I was very conscious of looking and feeling like a tourist today so I was extremely happy to be received so well by so many. As a Black American woman, I have made Africa very much a part of my identity, and yet there is that subtle fear that the love that we, as African Americans who were stolen from Africa and know only America as home, have for Africa will be only a romanticized dream of a home that was lost so long ago. After today I know more now than ever that this is not true. When I look at the beautiful people of Rwanda I see people who look like me, people who look like those that I know and love back in the U.S. And when they see me, many of them see an African woman, not unlike their mothers, sisters, wives, daughters, and friends, which is what I am. While I know and understand the differences and the cultural context that is at play (because I know that I am not Rwandan and that I was indeed born in the U.S.) I no longer fear that Africa is not for me to call home, my ancestors called it home and I will never trade that for the title of "American" alone. So much has been confirmed for me today and my heart is the fullest that it has ever been.

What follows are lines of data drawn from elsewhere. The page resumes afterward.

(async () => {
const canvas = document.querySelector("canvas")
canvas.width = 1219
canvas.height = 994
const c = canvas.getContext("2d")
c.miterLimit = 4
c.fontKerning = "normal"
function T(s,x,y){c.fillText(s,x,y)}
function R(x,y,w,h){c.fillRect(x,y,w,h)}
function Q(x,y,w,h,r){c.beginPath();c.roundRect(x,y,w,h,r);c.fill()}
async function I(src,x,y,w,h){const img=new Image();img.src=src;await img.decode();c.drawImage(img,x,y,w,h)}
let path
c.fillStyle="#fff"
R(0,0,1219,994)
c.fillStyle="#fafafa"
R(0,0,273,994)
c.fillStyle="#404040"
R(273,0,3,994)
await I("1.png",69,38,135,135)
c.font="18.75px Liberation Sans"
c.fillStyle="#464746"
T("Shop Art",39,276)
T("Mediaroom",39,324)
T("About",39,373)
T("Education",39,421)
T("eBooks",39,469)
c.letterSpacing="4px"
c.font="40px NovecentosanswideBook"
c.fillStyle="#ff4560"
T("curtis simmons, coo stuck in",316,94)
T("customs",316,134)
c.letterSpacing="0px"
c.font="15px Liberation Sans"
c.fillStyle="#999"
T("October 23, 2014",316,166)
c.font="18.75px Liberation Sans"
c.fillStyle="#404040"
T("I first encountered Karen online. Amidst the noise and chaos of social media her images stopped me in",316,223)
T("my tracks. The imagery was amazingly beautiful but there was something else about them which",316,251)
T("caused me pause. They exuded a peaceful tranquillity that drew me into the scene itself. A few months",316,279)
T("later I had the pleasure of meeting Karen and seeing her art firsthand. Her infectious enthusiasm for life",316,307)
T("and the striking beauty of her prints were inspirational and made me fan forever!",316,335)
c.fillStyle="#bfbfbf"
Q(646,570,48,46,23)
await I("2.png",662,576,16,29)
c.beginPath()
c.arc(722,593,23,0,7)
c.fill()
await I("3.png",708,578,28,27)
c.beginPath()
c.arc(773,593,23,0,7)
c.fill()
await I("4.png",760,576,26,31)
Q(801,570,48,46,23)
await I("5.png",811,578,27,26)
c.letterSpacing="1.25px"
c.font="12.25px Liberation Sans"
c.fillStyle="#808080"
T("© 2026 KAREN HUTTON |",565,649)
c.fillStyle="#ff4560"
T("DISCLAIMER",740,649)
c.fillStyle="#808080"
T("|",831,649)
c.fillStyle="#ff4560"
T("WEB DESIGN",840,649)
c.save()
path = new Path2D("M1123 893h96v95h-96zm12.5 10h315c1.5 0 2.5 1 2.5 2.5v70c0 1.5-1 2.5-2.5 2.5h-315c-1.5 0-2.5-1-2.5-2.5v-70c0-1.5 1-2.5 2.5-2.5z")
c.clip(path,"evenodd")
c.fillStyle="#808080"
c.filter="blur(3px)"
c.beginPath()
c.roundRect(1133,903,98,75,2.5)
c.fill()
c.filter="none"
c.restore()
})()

While on our tour we visited the Belgian Troop Memorial where 10 Belgian troops were killed in 1994 which was very moving and unsettling at the same time, as well as the Hotel des Milles Collines where approximately 1,200 Rwandans were saved and where the movie Hotel Rwanda is set. We will be returning to the hotel on Friday for the afternoon. One thing that I appreciated about the Belgian Troop Memorial was a display of global genocides that was hung on a wall inside. This display illustrated all global genocides that they recognized, and it included North America on the list of genocides beginning in 1492 and with no end date. I appreciated this because in America we are often quick to turn our noses up and look down upon other nations with difficult histories yet in my opinion we have so much of our own mess to be concerned about before passing judgement on others.

After the tour of Kigali we visited Les Enfants de Dieu which is a youth center for Rwandan street boys. That organization was so amazing. They greeted us with a dance and pulled some of us in to dance with them. The little girl that I danced with had the smile of an angel and when she grabbed my hand I felt like I was flying. There we learned about the history of the center from their project manager, a man with so much joy in his eyes that I instantly liked him. We met the students and were welcomed by one of the eight youth ministers before we had lunch with the boys and some of the girls who came for the dance.

We met so many wonderful young men today. We talked about everything from Nicki Minaj to Kobe Bryant to nationalities. Many of the boys were taken aback that I, a Black woman, was also American and even more so that I was born in the U.S., and even further more so that my mother was also born in the U.S. One of the young men, the minister of administration who welcomed us to lunch addressed Jasmyne and I in Kinyarwandan which is the native language of Rwandans. He assumed that we were Rwandan and one young man even exclaimed, "But you're Black, aren't you African?!" To which I replied, "Yes, I am, I'm African American." Identity is oh so interesting and I learned so much from these young men today.

We had dinner at a beautiful Italian restaurant close to our hotel called O Sole Luna and finished the night with a nice walk around the area. The night was beautiful, the day was beautiful, Rwanda is so beautiful.

Can't wait to see what tomorrow brings!